Irrigation is underway by pump-enabled extraction directly from the Gumti, seen in the background, in Comilla, Bangladesh.
Irrigation water can come from groundwater (extracted from springs or by using wells), from surface water (withdrawn from rivers, lakes or reservoirs) or from non-conventional sources like treated wastewater, desalinated water or drainage water. A special form of irrigation using surface water is spate irrigation, also called floodwater harvesting.

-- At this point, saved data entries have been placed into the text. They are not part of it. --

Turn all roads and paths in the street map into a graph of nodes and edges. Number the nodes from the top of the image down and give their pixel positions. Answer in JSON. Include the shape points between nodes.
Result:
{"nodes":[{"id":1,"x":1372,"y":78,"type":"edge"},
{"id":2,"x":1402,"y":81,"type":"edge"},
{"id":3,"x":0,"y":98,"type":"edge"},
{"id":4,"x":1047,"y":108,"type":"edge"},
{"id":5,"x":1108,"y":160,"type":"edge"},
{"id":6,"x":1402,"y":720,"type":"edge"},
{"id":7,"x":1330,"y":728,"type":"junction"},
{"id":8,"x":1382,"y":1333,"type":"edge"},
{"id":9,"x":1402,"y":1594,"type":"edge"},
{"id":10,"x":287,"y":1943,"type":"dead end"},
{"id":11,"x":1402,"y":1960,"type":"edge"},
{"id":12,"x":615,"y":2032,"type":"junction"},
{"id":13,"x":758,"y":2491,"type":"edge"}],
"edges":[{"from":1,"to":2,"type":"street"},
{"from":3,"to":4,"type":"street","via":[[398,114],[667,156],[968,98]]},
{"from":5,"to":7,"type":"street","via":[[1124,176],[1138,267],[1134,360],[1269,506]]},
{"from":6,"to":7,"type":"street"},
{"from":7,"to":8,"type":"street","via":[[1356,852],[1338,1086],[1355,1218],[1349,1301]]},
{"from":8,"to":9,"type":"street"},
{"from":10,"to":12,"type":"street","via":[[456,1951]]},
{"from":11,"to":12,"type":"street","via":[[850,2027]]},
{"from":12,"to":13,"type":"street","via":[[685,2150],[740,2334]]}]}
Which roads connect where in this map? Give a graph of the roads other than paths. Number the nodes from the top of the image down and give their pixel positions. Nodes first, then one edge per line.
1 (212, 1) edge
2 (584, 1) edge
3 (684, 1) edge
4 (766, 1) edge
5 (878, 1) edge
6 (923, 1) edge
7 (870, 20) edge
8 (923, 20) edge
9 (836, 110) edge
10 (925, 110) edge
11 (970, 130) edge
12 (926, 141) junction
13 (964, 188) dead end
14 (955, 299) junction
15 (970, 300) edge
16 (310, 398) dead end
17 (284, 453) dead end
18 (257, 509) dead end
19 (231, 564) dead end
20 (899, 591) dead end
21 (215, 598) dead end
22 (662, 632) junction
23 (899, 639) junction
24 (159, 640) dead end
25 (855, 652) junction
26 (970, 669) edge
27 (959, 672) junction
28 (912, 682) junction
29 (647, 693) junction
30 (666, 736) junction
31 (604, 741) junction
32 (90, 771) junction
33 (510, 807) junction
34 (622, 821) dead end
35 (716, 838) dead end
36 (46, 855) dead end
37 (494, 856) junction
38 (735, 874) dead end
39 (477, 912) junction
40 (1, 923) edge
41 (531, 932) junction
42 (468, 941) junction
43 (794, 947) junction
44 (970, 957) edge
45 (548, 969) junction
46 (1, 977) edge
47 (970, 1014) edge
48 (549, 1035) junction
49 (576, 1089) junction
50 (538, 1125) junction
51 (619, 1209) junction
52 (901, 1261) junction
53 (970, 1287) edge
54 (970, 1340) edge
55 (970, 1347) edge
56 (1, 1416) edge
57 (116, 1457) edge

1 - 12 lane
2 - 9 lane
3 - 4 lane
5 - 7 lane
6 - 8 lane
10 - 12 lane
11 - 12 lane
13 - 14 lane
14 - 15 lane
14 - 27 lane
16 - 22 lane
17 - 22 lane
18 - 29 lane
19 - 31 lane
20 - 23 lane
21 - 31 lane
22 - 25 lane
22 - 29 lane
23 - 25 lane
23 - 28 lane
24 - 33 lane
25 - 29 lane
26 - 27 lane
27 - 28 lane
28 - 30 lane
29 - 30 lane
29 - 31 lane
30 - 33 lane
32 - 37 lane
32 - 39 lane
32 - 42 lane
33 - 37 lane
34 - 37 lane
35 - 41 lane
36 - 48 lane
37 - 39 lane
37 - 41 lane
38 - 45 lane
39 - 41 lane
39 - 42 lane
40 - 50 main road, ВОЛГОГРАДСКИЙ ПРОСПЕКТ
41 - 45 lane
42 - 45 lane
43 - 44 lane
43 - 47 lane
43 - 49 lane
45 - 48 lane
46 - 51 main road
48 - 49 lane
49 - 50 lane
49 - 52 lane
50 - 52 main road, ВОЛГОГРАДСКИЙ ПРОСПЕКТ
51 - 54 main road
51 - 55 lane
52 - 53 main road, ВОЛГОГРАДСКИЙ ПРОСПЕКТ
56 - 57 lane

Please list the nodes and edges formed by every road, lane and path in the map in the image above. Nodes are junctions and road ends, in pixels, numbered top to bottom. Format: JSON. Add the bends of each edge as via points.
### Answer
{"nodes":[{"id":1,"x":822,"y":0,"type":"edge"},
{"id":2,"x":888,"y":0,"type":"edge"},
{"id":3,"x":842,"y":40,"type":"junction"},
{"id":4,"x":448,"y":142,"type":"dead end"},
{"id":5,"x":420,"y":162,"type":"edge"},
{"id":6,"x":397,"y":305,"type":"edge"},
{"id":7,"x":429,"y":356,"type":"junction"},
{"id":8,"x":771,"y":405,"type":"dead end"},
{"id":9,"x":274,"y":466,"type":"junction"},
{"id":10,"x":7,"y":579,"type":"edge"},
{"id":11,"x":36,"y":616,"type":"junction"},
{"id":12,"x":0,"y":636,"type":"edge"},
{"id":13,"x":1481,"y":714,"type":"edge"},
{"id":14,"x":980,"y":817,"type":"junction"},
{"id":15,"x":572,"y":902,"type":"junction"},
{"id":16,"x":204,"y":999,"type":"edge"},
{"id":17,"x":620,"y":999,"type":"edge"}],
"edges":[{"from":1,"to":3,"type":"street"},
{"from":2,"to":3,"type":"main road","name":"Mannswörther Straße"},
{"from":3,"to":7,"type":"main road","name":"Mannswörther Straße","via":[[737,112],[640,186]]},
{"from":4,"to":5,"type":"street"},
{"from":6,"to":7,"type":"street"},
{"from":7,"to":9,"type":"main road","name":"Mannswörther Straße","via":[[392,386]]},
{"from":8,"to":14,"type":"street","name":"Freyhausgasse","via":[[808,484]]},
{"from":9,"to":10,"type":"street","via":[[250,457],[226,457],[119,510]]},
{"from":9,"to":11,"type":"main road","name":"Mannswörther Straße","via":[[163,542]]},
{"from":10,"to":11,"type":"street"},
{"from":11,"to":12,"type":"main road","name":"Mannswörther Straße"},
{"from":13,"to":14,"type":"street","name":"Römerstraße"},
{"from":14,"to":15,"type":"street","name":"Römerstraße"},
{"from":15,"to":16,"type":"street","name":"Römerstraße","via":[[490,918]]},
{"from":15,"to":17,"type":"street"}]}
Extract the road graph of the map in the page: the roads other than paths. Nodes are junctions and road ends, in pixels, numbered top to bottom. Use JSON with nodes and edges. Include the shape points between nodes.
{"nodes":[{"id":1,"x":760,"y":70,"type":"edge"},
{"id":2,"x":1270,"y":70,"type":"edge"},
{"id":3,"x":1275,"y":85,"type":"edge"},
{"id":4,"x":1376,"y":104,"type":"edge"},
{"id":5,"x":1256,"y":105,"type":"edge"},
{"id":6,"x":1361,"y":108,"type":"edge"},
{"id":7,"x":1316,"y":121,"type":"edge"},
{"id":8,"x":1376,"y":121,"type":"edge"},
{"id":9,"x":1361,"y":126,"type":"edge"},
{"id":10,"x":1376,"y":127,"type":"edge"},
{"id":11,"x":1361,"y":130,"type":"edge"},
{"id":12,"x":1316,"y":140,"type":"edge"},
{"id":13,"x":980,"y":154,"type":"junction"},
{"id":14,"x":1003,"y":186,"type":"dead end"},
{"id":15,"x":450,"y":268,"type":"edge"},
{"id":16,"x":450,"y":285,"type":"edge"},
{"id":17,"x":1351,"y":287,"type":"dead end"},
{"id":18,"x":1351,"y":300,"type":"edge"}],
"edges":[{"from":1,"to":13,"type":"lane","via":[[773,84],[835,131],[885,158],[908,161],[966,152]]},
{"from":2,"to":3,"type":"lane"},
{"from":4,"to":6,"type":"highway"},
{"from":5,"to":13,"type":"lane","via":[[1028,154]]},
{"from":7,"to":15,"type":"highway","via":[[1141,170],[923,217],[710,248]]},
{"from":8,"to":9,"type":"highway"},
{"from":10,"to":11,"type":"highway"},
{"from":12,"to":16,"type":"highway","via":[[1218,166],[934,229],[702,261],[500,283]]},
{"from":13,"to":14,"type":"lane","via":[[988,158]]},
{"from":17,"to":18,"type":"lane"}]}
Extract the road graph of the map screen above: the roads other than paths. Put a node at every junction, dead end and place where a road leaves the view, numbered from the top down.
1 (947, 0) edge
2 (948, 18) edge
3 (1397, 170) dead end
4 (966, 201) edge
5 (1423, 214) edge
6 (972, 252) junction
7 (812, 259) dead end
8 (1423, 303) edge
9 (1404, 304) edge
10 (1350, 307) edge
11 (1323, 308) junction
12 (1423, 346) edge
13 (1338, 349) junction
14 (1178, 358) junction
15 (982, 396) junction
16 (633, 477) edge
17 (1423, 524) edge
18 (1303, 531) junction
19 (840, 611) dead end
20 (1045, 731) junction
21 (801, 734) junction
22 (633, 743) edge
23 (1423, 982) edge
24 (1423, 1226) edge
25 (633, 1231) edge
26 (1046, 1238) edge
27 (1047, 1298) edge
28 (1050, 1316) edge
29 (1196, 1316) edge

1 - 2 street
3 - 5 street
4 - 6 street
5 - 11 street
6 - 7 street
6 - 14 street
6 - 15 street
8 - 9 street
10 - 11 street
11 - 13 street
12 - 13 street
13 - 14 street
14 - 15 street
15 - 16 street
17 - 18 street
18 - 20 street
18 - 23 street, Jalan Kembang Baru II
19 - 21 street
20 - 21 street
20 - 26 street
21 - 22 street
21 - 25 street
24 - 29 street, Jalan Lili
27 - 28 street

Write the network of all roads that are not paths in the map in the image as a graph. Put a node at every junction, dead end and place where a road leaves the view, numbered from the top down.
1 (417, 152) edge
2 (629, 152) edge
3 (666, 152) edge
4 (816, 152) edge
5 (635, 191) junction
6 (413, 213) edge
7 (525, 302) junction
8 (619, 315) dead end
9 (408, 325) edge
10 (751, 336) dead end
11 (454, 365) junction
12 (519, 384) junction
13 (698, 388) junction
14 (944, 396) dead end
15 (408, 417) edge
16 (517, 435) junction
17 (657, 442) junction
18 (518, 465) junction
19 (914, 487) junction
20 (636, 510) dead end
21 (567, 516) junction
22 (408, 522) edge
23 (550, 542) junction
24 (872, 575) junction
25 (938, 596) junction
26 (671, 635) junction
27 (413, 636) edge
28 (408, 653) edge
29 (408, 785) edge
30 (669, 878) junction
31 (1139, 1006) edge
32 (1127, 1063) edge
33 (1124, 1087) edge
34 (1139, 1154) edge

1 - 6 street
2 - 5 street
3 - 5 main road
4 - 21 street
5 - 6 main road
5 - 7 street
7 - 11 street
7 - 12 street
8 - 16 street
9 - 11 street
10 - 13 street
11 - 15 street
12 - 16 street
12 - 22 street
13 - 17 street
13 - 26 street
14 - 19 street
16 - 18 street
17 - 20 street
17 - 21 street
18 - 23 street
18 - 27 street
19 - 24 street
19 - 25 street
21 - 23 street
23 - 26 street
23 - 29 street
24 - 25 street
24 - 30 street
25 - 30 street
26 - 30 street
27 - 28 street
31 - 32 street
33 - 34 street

Modern irrigation methods are efficient enough to supply the entire field uniformly with water, so that each plant has the amount of water it needs, neither too much nor too little.[39] Water use efficiency in the field can be determined as follows:
• Field Water Efficiency (%) = (Water Transpired by Crop ÷ Water Applied to Field) x 100
Until 1960s, the common perception was that water was an infinite resource. At that time, there were fewer than half the current number of people on the planet.

Technical challenges

Main article: Environmental impact of irrigation
Irrigation schemes involve solving numerous engineering and economic problems while minimizing negative environmental impact.
• Competition for surface water rights.
• Overdrafting (depletion) of underground aquifers.
• Ground subsidence (e.g. New Orleans, Louisiana)
• Underirrigation or irrigation giving only just enough water for the plant (e.g. in drip line irrigation) gives poor soil salinity control which leads to increased soil salinity with consequent buildup of toxic salts on soil surface in areas with high evaporation. This requires either leaching to remove these salts and a method of drainage to carry the salts away. When using drip lines, the leaching is best done regularly at certain intervals (with only a slight excess of water), so that the salt is flushed back under the plant's roots.
• Overirrigation because of poor distribution uniformity or management wastes water, chemicals, and may lead to water pollution.
• Deep drainage (from over-irrigation) may result in rising water tables which in some instances will lead to problems of irrigation salinity requiring watertable control by some form of subsurface land drainage.
• Irrigation with saline or high-sodium water may damage soil structure owing to the formation of alkaline soil
• Clogging of filters: It is mostly algae that clog filters, drip installations and nozzles. UV and ultrasonic method can be used for algae control in irrigation systems.